Learning about the slave trade in East Africa was really interesting. Typically whenever I’ve learned about slavery it has always been about West Africa and the Americas and so slavery here is not something I would have ever thought about.  The most interesting thing was how the effects of slavery still impact life on the coast.  For example, there’s still a stigma against marrying someone that is a descendent of slavery.  Also, even though the soil by the coast is very good, most people refuse to farm here because it’s associated with slave work.  So aid agencies and programs to promote agriculture in the area have mostly failed because of this.   



Ruins from an old mosque


Camel sighting driving around Bagamoyo

This week we were supposed to start our classes.  However, unlike the US, the schedule for classes isn’t as set and stone right from the beginning.  First off, the schedule changed about 4 times this week.  Also, most of the professors didn’t show up probably due to the scheduling confusion.  In general though we’ve  been told that professors might just not show up to class and when this happens we need to call them and ask if they’re coming.  When we meet our professors (which hopefully they’ll show up next week) we can aslo negotiate when we’ll have classes so we can change the schedule around.  So far, we’ve had Swahili, African International Relations and Foreign Policy and most people have started their internships. 

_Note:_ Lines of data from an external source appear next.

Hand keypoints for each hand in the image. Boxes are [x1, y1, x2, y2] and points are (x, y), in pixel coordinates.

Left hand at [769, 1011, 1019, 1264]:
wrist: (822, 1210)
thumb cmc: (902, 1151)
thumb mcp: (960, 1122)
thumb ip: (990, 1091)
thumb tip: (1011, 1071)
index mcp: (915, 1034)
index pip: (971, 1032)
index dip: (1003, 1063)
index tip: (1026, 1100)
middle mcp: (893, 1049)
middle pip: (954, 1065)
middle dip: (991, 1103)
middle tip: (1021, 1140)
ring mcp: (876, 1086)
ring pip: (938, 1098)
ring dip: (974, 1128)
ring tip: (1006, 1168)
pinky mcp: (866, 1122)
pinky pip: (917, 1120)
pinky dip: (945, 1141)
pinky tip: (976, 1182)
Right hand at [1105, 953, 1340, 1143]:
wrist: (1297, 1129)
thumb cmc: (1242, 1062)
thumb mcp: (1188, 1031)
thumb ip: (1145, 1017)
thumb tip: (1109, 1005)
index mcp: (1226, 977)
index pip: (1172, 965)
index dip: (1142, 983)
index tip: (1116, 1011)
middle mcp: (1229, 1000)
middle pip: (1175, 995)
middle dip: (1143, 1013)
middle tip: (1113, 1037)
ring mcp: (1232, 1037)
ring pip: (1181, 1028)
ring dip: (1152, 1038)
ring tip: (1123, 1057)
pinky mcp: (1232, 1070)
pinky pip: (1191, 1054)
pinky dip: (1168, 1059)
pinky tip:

So I’m actually pretty stoked about my internship although it has been quite an effort to get to where I am now.  I’m really starting to get a sense of Africa time now.  Anyways, I’m going to be working for the Water Quality department and my project is going to be about drinking water.  Basically what I’m going to be doing is going to different parts of the city which will mostly be in the outskirts of town, collecting water samples from these kiosks that sell drinking water from the tap, assessing the quality of the water and comparing them to Tanzanian and WHO standards.  I need to write a proposal for the project this weekend probably so I can start working as soon as possible. 

On another positive note, we finally have running water in the dorms! It’s not uncommon for the water to be shut off here but it typically only happens for 1-3 days. However since we got here, the pump for our dorm has been broken so we’ve gotten water maybe twice for a few hours.  But the water has been working for more than a day now which has really been exciting.